AIM OF THE TASK: Only the stretch of the listing below that runs from the line with "display:grid; place-items:center; width:45px;" through the line with "fill:none; stroke-linecap:round; stroke-linejoin:round" is to be printed, exactly and with both ends.

Start of Block

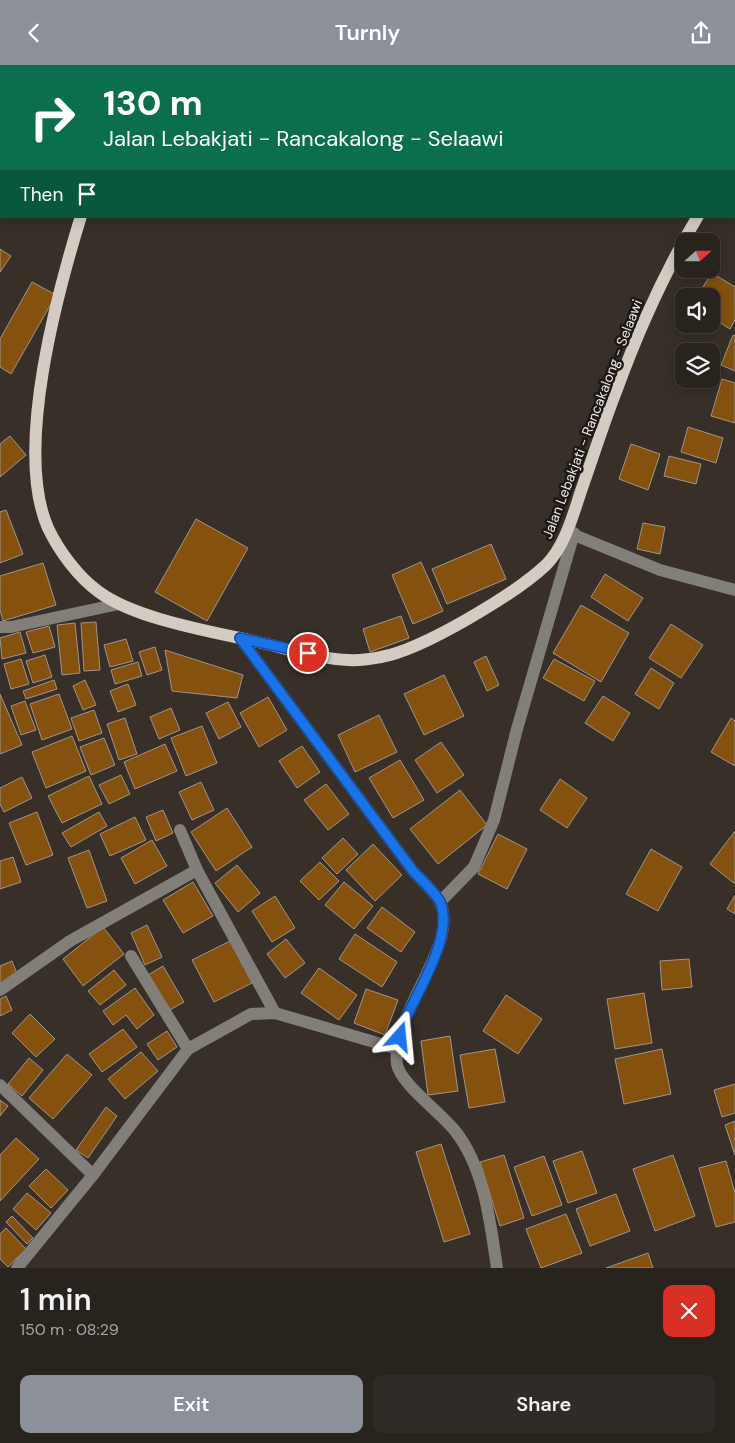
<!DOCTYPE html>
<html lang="en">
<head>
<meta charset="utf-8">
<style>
  :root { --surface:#29231e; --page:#312b27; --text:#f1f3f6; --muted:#a5a4a4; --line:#45403c; --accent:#8c9099 }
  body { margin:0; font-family:"DM Sans",sans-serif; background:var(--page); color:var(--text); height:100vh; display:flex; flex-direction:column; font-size:19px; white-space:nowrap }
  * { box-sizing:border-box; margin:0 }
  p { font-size:16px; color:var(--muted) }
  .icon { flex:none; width:28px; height:28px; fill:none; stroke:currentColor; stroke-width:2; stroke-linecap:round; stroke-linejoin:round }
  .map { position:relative; height:1203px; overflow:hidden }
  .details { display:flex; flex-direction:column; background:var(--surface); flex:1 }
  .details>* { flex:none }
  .top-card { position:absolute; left:0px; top:0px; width:735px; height:152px; box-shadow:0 2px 12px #0003,0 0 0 1px var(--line); background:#0b6e4f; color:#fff; overflow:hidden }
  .needle { width:32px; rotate:69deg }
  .controls { position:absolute; left:675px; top:168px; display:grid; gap:10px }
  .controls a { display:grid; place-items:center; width:45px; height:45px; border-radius:10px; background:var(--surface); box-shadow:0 2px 12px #0003,0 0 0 1px var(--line); font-size:25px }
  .pin { position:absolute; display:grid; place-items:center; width:42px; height:42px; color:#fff; margin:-21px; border:2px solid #fff; border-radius:50%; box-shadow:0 1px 5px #0007 }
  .me { position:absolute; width:55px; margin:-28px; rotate:18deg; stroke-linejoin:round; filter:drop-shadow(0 0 4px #0008) }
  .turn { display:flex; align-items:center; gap:18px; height:105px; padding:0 20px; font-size:22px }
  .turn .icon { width:65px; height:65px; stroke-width:2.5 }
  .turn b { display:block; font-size:35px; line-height:42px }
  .then { display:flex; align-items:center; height:48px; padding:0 20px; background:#0003; gap:10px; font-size:19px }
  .round { display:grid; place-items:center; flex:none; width:52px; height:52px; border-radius:10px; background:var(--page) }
  .summary { display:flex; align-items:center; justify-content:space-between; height:85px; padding:0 20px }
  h1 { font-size:30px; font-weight:600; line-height:38px }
  .primary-button { display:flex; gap:10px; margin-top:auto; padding:10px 20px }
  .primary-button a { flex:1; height:58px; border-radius:10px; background:var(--accent); color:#fff; font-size:20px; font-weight:600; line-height:58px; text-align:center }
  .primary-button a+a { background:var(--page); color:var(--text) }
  header { display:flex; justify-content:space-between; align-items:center; height:65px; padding:0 20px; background:var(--accent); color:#fff; font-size:22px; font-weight:600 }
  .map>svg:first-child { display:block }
  .building { fill:#85510f; stroke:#9f958c }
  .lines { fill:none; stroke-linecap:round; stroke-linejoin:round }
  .minor { stroke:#827e7a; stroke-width:12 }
  .major { stroke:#d4cbc3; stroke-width:12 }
  .route-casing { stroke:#114b97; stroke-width:12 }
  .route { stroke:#1a73e8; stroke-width:9 }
  .labels { text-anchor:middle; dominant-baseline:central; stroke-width:5; stroke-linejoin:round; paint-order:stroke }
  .street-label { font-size:14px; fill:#f0ebe6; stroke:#1c1815 }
</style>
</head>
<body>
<header><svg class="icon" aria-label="back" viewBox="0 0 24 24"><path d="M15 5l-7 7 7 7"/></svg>Turnly<svg class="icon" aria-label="share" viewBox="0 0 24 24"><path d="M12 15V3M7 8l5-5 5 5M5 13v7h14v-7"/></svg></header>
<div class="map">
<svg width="735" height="1203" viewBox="0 0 735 1203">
  <rect width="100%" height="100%" fill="#372f28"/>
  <g class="building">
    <path d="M 1,80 L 1,138 L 0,138 Z"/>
    <path d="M 0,184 L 11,191 L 0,207 Z"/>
    <path d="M 712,208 L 735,222 L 735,255 L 730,264 L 711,252 L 711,231 L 697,231 Z"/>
    <path d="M 32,217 L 56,230 L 11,309 L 0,302 L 0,274 Z"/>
    <path d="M 733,270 L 735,271 L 735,306 L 721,300 Z"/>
    <path d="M 722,314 L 735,318 L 735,358 L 711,351 Z"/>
    <path d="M 688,362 L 723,373 L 716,398 L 681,387 Z"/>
    <path d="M 10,371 L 26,390 L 0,412 L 0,379 Z"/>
    <path d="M 631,379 L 660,389 L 648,425 L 619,414 Z"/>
    <path d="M 669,391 L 701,399 L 696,419 L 664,411 Z"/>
    <path d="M 6,445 L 23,489 L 0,498 L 0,447 Z"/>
    <path d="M 196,454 L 248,483 L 207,556 L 155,527 Z"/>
    <path d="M 643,458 L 665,462 L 660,489 L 637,484 Z"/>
    <path d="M 491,479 L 506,514 L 447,539 L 432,504 Z"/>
    <path d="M 421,497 L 443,546 L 413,559 L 392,510 Z"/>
    <path d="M 43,498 L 56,540 L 3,556 L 0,545 L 0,511 Z"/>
    <path d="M 605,509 L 643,533 L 628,556 L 591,532 Z"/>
    <path d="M 581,540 L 629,568 L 601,617 L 553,588 Z"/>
    <path d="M 401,551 L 409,573 L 370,587 L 363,564 Z"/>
    <path d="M 96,557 L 100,605 L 84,606 L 81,558 Z"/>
    <path d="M 75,558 L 80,608 L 62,610 L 57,560 Z"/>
    <path d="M 671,559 L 703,580 L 681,613 L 649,593 Z"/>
    <path d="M 49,561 L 55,582 L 33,588 L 26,567 Z"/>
    <path d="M 20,567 L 26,588 L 2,594 L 0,573 Z"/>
    <path d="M 126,574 L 133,596 L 110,602 L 104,580 Z"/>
    <path d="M 155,582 L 162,605 L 147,610 L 139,587 Z"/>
    <path d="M 165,585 L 243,610 L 237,633 L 172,626 Z"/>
    <path d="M 45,590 L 52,612 L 33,618 L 26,596 Z"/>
    <path d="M 486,591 L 499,620 L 487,626 L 474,597 Z"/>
    <path d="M 21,594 L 29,619 L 11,624 L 4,599 Z"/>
    <path d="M 554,594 L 595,616 L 584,636 L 543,613 Z"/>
    <path d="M 138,597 L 142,611 L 115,619 L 111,605 Z"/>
    <path d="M 651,603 L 674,618 L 659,644 L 635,629 Z"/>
    <path d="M 444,610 L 464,651 L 424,670 L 404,629 Z"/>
    <path d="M 54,615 L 57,624 L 26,634 L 23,626 Z"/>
    <path d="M 85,615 L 96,640 L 83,645 L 73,621 Z"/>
    <path d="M 128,619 L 136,640 L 118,647 L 110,626 Z"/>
    <path d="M 0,629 L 22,680 L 0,689 Z"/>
    <path d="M 59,629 L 72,664 L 42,675 L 30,639 Z"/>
    <path d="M 603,631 L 630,648 L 613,676 L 585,658 Z"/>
    <path d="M 268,632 L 287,665 L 259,682 L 240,648 Z"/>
    <path d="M 25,636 L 36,665 L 21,670 L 11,641 Z"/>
    <path d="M 228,637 L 241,662 L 219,674 L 206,648 Z"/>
    <path d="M 171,643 L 180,665 L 159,674 L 150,652 Z"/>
    <path d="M 94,645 L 102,668 L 79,676 L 71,653 Z"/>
    <path d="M 379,650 L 397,687 L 355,707 L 338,670 Z"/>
    <path d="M 125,653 L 137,689 L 119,695 L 107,659 Z"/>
    <path d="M 731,653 L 735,656 L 735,701 L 711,687 Z"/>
    <path d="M 202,661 L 217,698 L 186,711 L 171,673 Z"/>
    <path d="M 72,671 L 86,706 L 46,723 L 32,687 Z"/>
    <path d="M 104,673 L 115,700 L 91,710 L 80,682 Z"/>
    <path d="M 441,677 L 464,710 L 437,728 L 415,695 Z"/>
    <path d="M 165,679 L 177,706 L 135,724 L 124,697 Z"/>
    <path d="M 302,681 L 320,707 L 297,723 L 279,696 Z"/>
    <path d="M 400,695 L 424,735 L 393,753 L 369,713 Z"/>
    <path d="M 121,710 L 130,729 L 109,739 L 99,720 Z"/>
    <path d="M 89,711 L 102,739 L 62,758 L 48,731 Z"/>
    <path d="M 22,712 L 32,733 L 4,747 L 0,739 L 0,723 Z"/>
    <path d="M 560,714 L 587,733 L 567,763 L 540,745 Z"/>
    <path d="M 201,717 L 214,745 L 192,755 L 179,727 Z"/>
    <path d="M 326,719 L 349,749 L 328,765 L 304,735 Z"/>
    <path d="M 460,725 L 487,760 L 438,799 L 410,764 Z"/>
    <path d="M 227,743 L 252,782 L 216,806 L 191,767 Z"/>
    <path d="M 163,745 L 173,768 L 156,776 L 146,752 Z"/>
    <path d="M 37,747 L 53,790 L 26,800 L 9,758 Z"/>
    <path d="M 99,747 L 107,761 L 71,782 L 62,768 Z"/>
    <path d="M 135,752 L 146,775 L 110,791 L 100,769 Z"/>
    <path d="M 735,766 L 735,819 L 710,799 Z"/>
    <path d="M 498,769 L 527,784 L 507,824 L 478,809 Z"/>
    <path d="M 343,773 L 358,789 L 337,809 L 322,793 Z"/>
    <path d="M 152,775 L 167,801 L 135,819 L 121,793 Z"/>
    <path d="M 373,779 L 402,810 L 375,836 L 346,805 Z"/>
    <path d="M 651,784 L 682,802 L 658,846 L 626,829 Z"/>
    <path d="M 89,785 L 107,836 L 87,843 L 68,793 Z"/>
    <path d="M 13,792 L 21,817 L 0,824 L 0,796 Z"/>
    <path d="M 320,797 L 339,816 L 319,835 L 300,816 Z"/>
    <path d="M 237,800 L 260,828 L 238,847 L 215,818 Z"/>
    <path d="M 193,817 L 213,851 L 183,868 L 163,835 Z"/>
    <path d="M 344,817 L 373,841 L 354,864 L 325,840 Z"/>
    <path d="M 735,830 L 735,849 L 727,844 Z"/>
    <path d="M 275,831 L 295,863 L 272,877 L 252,846 Z"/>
    <path d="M 382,842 L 415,867 L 401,887 L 367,863 Z"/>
    <path d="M 147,860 L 162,892 L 145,900 L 131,868 Z"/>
    <path d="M 103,862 L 124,889 L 83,921 L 63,894 Z"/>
    <path d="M 355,869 L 397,897 L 382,922 L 339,894 Z"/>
    <path d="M 286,874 L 305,898 L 285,913 L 267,889 Z"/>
    <path d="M 230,876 L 252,918 L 214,937 L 192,895 Z"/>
    <path d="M 689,894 L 692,922 L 662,925 L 660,896 Z"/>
    <path d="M 12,896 L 18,911 L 0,918 L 0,901 Z"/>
    <path d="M 163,901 L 184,937 L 168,946 L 148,910 Z"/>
    <path d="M 319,903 L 357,930 L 339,955 L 301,928 Z"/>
    <path d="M 114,905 L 126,920 L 100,940 L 88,926 Z"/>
    <path d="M 135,923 L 154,950 L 137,964 L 126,950 L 113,960 L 103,946 Z"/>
    <path d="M 366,924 L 398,935 L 385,970 L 354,958 Z"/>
    <path d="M 644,928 L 652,978 L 615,984 L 607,934 Z"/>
    <path d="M 506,930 L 542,954 L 518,989 L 483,966 Z"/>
    <path d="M 6,931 L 12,945 L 0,951 L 0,934 Z"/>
    <path d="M 30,949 L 55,974 L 36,992 L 12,968 Z"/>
    <path d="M 123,964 L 137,982 L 102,1007 L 89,989 Z"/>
    <path d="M 167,966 L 177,982 L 158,995 L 147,979 Z"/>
    <path d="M 450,971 L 458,1026 L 428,1030 L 421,976 Z"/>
    <path d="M 495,984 L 505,1037 L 469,1043 L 460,990 Z"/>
    <path d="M 662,984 L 671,1029 L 624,1039 L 615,994 Z"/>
    <path d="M 141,987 L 158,1006 L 125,1034 L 108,1014 Z"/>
    <path d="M 67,989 L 92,1010 L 53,1054 L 29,1033 Z"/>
    <path d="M 29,993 L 43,1005 L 22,1031 L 8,1019 Z"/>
    <path d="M 735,1019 L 735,1048 L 722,1052 L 714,1025 Z"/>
    <path d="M 0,1035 L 8,1041 L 0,1051 Z"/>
    <path d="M 106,1042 L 117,1051 L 88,1093 L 76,1085 Z"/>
    <path d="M 735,1056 L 735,1090 L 725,1060 Z"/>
    <path d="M 16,1073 L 39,1094 L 0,1136 L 0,1090 Z"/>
    <path d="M 441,1079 L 470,1169 L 444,1177 L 416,1087 Z"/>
    <path d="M 582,1086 L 597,1128 L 568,1138 L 553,1096 Z"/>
    <path d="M 504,1090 L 524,1153 L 500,1161 L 480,1097 Z"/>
    <path d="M 673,1090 L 695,1151 L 655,1166 L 633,1104 Z"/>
    <path d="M 544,1091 L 562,1140 L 532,1151 L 514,1102 Z"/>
    <path d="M 726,1096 L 735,1128 L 735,1157 L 716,1162 L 699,1103 Z"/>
    <path d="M 46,1104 L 68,1125 L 51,1143 L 29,1121 Z"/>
    <path d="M 27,1128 L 51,1148 L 36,1165 L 13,1144 Z"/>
    <path d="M 616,1129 L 630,1166 L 590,1181 L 576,1144 Z"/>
    <path d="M 566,1149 L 582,1188 L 541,1203 L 526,1164 Z"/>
    <path d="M 12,1151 L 33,1173 L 27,1179 L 6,1157 Z"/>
    <path d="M 6,1163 L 26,1184 L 8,1202 L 0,1194 L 0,1169 Z"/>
    <path d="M 648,1188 L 653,1203 L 606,1203 Z"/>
  </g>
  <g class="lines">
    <g class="minor">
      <path d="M 567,467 L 660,505 L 735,525"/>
      <path d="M 0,562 L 11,562 L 119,539"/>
      <path d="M 240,573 L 413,806 C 421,815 435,827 440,837 C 460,881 390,949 397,999 C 400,1019 443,1049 456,1067 C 485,1105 490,1157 497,1203"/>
      <path d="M 180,765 L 197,805 L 275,948"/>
      <path d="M 440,837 L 474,802 L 494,755 L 517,664 L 574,468"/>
      <path d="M 131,891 L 188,984"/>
      <path d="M 0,925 L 70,876 L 197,805"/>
      <path d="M 0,1020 L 93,1110"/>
      <path d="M 17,1203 L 93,1110 L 188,984 L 251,949 L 275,948 L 398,984"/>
    </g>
    <g class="major">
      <path d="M 120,1 L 120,0"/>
      <path d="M 734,97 L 735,95"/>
      <path d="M 81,151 C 57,229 14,386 48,463 C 59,486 78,512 99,527 C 137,555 215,567 262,578 C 290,584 320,594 349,595 C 360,596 370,594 381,592 C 422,585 515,529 546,500 C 565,481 573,450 581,426 C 593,392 604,357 617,324 C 639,264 665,206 698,151"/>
    </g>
  </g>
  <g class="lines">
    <defs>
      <path id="route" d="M 308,588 L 240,573 L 413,806 C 421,815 437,828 441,839 C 453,872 417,928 403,959 L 400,972"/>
    </defs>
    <use href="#route" class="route-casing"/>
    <use href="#route" class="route"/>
  </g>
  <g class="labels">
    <g class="street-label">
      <text transform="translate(592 354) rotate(-69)">Jalan Lebakjati - Rancakalong - Selaawi</text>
    </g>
  </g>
</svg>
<div class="controls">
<a><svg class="needle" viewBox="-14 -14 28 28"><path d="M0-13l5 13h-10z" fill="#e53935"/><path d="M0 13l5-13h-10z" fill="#a5a4a4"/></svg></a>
<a><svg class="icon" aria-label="sound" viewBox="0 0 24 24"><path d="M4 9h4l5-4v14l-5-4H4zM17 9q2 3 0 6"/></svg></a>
<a><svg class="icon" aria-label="layers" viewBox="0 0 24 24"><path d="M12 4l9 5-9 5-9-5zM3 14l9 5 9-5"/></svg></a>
</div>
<div class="pin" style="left:308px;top:588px;background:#d93025"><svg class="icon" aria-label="arrive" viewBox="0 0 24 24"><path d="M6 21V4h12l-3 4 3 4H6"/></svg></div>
<svg class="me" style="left:400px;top:972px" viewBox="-20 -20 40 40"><path d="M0-17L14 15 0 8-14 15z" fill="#1a73e8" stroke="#fff" stroke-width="4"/></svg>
<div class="top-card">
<div class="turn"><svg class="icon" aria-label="right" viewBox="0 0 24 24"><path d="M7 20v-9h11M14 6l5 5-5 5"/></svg><div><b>130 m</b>Jalan Lebakjati - Rancakalong - Selaawi</div></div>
<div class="then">Then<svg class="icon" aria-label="arrive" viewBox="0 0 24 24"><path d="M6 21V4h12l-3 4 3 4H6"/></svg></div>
</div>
</div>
<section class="details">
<div class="summary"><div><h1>1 min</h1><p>150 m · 08:29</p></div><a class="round" style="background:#d93025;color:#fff"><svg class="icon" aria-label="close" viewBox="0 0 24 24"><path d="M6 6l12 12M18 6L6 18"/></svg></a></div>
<div class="primary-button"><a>Exit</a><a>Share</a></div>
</section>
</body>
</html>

End of Block

ANSWER TO THE PROBLEM:
  .controls a { display:grid; place-items:center; width:45px; height:45px; border-radius:10px; background:var(--surface); box-shadow:0 2px 12px #0003,0 0 0 1px var(--line); font-size:25px }
  .pin { position:absolute; display:grid; place-items:center; width:42px; height:42px; color:#fff; margin:-21px; border:2px solid #fff; border-radius:50%; box-shadow:0 1px 5px #0007 }
  .me { position:absolute; width:55px; margin:-28px; rotate:18deg; stroke-linejoin:round; filter:drop-shadow(0 0 4px #0008) }
  .turn { display:flex; align-items:center; gap:18px; height:105px; padding:0 20px; font-size:22px }
  .turn .icon { width:65px; height:65px; stroke-width:2.5 }
  .turn b { display:block; font-size:35px; line-height:42px }
  .then { display:flex; align-items:center; height:48px; padding:0 20px; background:#0003; gap:10px; font-size:19px }
  .round { display:grid; place-items:center; flex:none; width:52px; height:52px; border-radius:10px; background:var(--page) }
  .summary { display:flex; align-items:center; justify-content:space-between; height:85px; padding:0 20px }
  h1 { font-size:30px; font-weight:600; line-height:38px }
  .primary-button { display:flex; gap:10px; margin-top:auto; padding:10px 20px }
  .primary-button a { flex:1; height:58px; border-radius:10px; background:var(--accent); color:#fff; font-size:20px; font-weight:600; line-height:58px; text-align:center }
  .primary-button a+a { background:var(--page); color:var(--text) }
  header { display:flex; justify-content:space-between; align-items:center; height:65px; padding:0 20px; background:var(--accent); color:#fff; font-size:22px; font-weight:600 }
  .map>svg:first-child { display:block }
  .building { fill:#85510f; stroke:#9f958c }
  .lines { fill:none; stroke-linecap:round; stroke-linejoin:round }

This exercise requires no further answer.